• [What to do]: For the records below, tally the lines that include the word "Triniusstraße" and report the number alone.

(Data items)
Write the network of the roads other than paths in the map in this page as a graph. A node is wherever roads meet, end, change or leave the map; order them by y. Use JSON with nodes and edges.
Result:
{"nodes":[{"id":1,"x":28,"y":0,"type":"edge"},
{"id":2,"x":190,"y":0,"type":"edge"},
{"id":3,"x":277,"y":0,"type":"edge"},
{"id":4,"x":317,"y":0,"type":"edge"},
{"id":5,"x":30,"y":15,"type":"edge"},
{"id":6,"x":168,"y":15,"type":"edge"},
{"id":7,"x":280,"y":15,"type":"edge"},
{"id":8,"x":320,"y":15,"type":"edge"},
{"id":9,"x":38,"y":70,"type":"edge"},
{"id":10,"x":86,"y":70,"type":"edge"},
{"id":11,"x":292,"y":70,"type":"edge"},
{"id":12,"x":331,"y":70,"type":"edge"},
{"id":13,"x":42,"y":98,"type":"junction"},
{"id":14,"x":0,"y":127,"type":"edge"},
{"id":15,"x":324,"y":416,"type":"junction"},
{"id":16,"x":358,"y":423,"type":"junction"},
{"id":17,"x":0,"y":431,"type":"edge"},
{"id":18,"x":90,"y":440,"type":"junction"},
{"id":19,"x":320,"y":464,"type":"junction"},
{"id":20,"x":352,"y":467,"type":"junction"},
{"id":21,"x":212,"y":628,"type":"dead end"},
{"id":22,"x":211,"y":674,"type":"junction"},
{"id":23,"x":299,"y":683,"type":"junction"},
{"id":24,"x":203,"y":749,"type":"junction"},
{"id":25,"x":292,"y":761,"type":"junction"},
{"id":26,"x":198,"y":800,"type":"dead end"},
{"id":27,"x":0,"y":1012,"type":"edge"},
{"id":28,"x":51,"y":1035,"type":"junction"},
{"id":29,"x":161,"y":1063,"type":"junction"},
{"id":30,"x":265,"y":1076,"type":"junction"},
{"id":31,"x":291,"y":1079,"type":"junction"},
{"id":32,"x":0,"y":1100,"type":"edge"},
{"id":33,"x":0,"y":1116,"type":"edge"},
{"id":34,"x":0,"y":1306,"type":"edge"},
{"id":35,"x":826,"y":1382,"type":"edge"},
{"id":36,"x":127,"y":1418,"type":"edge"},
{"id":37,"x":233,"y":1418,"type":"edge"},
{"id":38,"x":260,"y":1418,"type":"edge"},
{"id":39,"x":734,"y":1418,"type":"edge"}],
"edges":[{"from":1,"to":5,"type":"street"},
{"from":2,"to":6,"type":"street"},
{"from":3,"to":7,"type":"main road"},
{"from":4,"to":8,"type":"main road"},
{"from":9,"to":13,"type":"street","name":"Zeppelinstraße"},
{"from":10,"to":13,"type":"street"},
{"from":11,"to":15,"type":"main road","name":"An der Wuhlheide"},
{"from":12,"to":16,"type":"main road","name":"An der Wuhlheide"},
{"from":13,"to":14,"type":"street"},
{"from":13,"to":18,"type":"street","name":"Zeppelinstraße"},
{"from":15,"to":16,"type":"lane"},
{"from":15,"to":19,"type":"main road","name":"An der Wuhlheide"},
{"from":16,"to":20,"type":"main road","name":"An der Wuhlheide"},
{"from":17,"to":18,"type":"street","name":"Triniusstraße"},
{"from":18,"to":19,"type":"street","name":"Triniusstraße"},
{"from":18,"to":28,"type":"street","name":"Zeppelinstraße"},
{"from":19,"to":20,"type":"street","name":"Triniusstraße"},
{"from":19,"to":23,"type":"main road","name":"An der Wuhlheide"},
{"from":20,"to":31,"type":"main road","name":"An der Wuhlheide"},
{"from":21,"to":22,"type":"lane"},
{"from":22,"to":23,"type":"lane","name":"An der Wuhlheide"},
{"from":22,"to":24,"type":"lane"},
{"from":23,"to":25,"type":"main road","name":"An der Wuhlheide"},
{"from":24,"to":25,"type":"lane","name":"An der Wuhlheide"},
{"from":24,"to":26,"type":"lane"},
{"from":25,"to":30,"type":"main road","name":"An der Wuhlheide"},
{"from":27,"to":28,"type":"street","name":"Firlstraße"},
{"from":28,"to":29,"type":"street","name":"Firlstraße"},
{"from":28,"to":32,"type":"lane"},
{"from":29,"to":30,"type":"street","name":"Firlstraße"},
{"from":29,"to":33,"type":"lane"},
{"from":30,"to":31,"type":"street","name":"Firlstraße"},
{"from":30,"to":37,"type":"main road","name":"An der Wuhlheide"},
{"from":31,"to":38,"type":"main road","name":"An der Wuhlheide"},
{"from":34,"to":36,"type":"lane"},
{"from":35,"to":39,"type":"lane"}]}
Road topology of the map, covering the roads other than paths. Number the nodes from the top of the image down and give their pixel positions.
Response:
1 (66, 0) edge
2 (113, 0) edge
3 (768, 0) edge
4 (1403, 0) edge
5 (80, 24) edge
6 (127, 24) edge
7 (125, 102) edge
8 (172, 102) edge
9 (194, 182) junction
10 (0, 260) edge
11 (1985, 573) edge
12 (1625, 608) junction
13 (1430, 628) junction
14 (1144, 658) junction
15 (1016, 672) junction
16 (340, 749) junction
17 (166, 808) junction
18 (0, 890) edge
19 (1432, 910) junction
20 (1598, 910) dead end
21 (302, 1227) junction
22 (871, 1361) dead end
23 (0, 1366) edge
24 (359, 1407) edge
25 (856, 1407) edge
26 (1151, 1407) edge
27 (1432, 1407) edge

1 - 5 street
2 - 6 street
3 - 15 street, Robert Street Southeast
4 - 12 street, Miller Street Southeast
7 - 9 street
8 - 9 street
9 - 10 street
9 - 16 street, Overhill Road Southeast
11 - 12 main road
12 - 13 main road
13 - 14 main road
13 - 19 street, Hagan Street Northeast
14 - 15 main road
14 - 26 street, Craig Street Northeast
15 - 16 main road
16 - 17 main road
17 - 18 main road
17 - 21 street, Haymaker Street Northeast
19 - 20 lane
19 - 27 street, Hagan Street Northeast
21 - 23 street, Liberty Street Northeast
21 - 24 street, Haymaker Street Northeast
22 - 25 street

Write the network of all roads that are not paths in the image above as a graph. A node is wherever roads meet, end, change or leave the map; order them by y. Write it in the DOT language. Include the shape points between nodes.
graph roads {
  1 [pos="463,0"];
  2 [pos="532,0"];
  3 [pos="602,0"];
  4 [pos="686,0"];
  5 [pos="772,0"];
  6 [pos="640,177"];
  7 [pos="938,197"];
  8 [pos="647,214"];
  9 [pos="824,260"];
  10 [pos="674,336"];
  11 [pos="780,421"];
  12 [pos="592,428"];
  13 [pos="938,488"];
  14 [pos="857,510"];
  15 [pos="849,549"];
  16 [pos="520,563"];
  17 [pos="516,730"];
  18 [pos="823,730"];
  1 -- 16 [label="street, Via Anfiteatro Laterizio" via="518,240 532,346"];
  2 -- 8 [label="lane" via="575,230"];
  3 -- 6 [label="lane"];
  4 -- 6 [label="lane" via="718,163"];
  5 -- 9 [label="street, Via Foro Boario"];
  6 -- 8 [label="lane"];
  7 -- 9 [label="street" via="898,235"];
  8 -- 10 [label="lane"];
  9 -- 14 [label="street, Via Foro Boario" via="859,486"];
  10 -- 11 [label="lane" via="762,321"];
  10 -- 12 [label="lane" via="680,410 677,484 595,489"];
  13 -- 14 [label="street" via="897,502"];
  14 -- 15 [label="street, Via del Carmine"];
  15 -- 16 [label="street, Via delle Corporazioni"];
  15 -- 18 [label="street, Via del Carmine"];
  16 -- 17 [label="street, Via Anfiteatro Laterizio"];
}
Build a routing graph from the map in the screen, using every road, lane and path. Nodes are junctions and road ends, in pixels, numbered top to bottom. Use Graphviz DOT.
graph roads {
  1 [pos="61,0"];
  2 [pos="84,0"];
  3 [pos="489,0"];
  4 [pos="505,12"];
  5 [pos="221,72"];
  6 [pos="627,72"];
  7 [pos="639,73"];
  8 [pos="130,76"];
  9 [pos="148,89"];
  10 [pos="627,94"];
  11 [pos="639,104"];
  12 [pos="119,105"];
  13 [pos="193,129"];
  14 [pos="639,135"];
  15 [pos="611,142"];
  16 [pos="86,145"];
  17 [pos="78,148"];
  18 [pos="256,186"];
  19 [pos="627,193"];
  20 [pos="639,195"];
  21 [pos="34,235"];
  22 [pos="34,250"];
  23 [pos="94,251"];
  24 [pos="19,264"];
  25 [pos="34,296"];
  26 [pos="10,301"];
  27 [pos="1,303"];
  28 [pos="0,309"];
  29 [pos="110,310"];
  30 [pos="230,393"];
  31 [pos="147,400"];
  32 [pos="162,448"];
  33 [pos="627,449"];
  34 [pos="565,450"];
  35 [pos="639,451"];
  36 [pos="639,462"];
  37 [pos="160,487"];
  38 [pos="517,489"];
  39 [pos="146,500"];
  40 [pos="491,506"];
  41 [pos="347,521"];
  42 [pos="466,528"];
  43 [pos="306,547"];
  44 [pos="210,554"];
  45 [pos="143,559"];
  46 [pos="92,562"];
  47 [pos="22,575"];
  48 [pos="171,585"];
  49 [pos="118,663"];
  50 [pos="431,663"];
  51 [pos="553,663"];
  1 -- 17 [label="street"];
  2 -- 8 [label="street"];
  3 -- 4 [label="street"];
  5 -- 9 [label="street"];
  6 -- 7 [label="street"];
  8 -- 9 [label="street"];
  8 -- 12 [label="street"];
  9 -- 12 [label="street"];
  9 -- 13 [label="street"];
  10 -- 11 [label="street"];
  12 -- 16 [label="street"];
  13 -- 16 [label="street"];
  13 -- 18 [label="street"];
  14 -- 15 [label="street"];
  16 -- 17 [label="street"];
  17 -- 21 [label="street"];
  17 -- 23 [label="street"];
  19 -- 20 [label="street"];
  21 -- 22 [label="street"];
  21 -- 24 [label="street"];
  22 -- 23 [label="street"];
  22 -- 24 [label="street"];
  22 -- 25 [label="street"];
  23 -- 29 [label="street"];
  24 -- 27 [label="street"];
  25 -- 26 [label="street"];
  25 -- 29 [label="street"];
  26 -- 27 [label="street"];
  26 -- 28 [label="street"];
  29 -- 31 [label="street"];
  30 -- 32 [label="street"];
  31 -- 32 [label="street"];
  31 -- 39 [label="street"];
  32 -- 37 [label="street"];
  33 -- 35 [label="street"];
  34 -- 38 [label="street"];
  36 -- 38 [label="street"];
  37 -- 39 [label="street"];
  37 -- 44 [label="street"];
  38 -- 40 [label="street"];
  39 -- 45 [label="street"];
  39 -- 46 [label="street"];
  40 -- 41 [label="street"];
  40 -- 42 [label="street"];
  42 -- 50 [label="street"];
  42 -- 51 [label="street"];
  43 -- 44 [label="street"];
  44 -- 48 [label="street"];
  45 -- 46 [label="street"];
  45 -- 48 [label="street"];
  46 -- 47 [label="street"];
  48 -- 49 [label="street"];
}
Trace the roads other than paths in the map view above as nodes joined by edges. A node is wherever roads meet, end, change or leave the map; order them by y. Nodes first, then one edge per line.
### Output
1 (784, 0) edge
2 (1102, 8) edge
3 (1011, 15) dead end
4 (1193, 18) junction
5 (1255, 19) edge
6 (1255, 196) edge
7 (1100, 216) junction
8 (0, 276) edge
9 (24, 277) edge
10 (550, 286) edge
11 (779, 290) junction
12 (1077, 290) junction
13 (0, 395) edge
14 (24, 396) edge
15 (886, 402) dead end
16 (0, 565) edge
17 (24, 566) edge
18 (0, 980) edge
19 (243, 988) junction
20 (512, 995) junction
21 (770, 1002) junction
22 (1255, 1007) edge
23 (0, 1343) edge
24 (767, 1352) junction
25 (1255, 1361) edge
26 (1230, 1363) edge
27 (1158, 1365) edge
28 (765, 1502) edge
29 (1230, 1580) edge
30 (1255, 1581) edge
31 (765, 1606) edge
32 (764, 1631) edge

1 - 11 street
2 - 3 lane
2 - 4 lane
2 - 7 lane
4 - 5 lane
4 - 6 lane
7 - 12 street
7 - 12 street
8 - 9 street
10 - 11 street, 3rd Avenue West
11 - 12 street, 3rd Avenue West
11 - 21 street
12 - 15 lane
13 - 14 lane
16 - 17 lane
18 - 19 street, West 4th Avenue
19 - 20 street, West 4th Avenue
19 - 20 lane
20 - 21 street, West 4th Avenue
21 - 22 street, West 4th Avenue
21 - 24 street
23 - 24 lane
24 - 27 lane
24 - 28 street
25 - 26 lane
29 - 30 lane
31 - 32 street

• [Solution to the problem]: 3